For years now, Antonio has had respiratory problems – he practically lives connected to an oxygen pump. One of their children visits regularly to bring them the basic necessities. "We almost never leave the house. We have a little vegetable garden, but it's been very cold outside. We used to have a lot of animals, but we can't really look after them any more."

Elvira tells me about how, "Once, years ago, we were sitting in the living room in the middle of the night. The house was struck by lightning and there was a power outage while my husband was connected to the oxygen pump. I was so worried that I couldn't think straight. I tried to call an ambulance, but of course the telephone didn't work either. I had to go out, walk over the mountain at that hour, to get to A Pobra do Brollón, the closest village. The locals there managed to call an ambulance, which luckily came in time. It was an awful scare."

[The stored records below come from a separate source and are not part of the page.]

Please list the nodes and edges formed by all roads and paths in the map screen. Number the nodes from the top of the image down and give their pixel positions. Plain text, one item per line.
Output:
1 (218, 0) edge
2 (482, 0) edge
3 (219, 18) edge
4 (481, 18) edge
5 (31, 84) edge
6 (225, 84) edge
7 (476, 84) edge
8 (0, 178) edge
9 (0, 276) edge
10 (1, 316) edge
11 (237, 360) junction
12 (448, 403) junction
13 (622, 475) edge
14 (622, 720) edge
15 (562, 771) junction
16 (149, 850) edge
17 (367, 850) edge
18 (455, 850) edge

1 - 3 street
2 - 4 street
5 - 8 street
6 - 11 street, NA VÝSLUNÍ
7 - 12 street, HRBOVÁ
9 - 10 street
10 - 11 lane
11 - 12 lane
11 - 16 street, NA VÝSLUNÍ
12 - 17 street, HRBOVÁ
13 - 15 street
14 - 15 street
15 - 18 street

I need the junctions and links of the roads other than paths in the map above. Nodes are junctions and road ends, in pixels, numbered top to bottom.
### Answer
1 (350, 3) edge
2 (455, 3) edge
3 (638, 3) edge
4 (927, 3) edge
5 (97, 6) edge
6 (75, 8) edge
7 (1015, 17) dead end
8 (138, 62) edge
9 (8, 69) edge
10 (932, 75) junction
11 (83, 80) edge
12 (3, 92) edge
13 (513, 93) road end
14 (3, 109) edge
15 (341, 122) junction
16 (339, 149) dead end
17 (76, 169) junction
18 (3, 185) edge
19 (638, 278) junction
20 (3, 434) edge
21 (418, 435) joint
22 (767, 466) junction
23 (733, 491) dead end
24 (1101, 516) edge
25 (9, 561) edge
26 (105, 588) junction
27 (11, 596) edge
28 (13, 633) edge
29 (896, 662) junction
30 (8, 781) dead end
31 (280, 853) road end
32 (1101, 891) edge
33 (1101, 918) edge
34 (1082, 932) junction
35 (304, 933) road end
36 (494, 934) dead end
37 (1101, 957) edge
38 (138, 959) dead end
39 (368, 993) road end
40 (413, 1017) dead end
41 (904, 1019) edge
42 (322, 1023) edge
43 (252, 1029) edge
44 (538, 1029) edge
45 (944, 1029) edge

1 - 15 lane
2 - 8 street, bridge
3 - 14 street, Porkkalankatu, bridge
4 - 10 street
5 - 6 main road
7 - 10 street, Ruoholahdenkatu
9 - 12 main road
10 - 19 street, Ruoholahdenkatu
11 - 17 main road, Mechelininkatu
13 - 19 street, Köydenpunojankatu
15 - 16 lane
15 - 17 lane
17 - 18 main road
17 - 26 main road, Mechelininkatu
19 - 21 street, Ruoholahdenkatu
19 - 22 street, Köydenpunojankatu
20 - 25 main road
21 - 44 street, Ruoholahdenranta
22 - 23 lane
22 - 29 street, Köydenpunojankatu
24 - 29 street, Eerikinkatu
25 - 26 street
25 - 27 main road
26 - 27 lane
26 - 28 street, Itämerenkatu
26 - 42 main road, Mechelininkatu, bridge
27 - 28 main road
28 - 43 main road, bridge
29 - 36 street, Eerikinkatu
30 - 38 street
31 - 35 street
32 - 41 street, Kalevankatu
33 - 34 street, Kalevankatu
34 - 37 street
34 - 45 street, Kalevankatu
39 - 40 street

To Elvira this isn't a life worth living - mostly because at any moment the power could cut out again, this time without a happy ending. "The baker doesn't come up here anymore, and if we want to buy food, we have to walk for an hour to get to the next village." Why do they still want to live in Pradelas all alone, when they could be living with their children in the city? "Despite being so ill, Antonio doesn't want to leave the village where we got married and built our a family. It is our home and he wants to be here until the day he dies," says Elvira. She would prefer to be in Pontevedra with her son, but a move would make her husband so sad it would crush him. "Taking Antonio out of his beloved village would be much worse for his health," she assures me.